T4 DNA Ligase, 5u/ul: Enzyme Description: T4 DNA Ligase catalyzes the formaon of a phosphodiester bond between juxtaposed 5'-phosphate and 3'-hydroxyl termini in duplex DNA or RNA. The enzyme repairs single-strand nicks in duplex DNA, RNA or DNA/RNA hybrids, joins DNA fragments with either cohesive or blunt termini. The T4 DNA Ligase requires ATP as a cofactor.
Source: E.coli cells with a cloned gene 30 from bacteriophage T4.

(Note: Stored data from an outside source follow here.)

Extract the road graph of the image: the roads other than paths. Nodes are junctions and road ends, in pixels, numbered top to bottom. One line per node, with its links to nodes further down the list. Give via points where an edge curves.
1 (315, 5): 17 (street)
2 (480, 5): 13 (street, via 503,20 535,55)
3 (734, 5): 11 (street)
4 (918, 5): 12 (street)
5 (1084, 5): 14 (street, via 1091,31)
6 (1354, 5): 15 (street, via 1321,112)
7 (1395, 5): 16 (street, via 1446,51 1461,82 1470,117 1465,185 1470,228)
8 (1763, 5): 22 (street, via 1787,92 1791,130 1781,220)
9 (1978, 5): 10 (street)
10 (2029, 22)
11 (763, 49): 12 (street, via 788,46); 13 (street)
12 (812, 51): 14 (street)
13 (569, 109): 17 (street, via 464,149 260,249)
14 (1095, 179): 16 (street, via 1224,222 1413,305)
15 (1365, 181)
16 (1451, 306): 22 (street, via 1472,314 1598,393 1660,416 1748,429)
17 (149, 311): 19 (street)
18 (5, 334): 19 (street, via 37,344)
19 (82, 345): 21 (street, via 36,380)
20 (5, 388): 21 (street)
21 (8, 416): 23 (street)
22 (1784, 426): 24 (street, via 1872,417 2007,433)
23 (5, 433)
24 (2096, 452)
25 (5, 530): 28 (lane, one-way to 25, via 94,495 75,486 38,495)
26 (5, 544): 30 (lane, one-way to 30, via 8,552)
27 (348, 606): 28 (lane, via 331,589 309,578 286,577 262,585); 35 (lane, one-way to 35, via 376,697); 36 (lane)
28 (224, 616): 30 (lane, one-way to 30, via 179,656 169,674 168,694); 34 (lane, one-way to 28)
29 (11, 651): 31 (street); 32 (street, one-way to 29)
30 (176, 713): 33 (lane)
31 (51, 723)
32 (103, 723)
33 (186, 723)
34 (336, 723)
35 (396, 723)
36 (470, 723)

Molecular Weight: 55.3 kDa monomer.
Storage Buffer: The enzyme is supplied in: 20 mM Tris-HCl (pH 7.5), 50 mM KCl, 1 mM DTT, 0.1 mM EDTA and 50% (v/v) glycerol.

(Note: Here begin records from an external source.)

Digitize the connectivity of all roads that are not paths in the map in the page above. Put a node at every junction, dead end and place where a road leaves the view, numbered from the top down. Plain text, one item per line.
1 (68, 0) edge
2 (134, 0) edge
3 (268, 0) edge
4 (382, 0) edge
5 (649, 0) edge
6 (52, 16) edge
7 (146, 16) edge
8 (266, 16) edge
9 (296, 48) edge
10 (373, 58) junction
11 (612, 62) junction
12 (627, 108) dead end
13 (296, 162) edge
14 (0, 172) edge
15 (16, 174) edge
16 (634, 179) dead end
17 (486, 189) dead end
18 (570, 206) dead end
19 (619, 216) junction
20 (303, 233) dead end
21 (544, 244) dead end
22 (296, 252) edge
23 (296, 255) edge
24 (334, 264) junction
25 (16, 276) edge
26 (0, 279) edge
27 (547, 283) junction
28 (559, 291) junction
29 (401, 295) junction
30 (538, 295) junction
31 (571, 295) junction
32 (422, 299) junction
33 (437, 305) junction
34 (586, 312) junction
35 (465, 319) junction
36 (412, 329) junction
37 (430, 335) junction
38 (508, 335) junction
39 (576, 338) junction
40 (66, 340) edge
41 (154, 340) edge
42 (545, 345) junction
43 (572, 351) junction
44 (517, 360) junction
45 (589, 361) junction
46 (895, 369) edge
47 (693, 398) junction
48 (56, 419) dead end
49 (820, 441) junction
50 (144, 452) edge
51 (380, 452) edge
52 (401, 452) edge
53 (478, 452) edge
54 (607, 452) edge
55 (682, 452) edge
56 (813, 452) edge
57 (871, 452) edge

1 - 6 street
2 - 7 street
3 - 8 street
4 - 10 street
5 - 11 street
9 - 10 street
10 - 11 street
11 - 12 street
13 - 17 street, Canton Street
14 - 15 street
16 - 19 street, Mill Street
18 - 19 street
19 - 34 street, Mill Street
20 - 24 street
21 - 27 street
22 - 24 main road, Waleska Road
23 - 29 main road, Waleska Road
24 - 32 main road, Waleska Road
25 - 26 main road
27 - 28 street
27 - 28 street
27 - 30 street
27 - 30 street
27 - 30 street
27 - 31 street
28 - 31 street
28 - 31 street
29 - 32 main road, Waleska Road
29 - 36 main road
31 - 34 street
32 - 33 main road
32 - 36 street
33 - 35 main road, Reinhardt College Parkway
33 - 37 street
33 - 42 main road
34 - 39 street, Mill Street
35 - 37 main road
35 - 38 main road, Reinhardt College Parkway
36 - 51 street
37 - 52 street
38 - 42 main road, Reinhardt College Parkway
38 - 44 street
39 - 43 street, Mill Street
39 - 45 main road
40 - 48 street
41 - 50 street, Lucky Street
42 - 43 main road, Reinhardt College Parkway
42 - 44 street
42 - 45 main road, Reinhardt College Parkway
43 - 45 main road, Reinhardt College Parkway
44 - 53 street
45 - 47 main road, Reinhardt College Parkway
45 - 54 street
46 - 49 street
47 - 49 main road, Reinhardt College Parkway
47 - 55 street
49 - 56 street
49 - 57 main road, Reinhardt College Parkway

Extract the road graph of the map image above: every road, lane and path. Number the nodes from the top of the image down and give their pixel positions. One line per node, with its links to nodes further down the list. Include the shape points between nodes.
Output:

10X Reaction Buffer: 400 mM Tris-HCl, 100 mM MgCl2, 100 mM DTT, 5 mM ATP (pH 7.8 at 25°C).
50% PEG Solution: 50% (w/v) polyethylene glycol 4000.
Unit Definition: One Weiss unit of the enzyme catalyzes the conversion of 1 nmol of [ 32PPi] into Norit-adsorbable form in 20 min at 37°C (4). One Weiss unit is equivalent to approximately 200 cohesive end ligation units (CEU)*.
Application: Cloning of restriction enzyme generated DNA fragments. Cloning of PCR products. Joining of double-stranded oligonucleotide linkers or adaptors to DNA. Site-directed mutagenesis. Amplified fragment length polymorphism (AFLP). Ligase-mediated RNA detection. Nick repair in duplex DNA, RNA or DNA/RNA hybrids. Self-circularization of linear DNA.
Inhibition and Inactivation: T4 DNA Ligase is strongly inhibited by NaCl or KCl at concentrations higher than 200mM. Inactivated by heating at 65°C for 10 min or at 70°C for 5 min.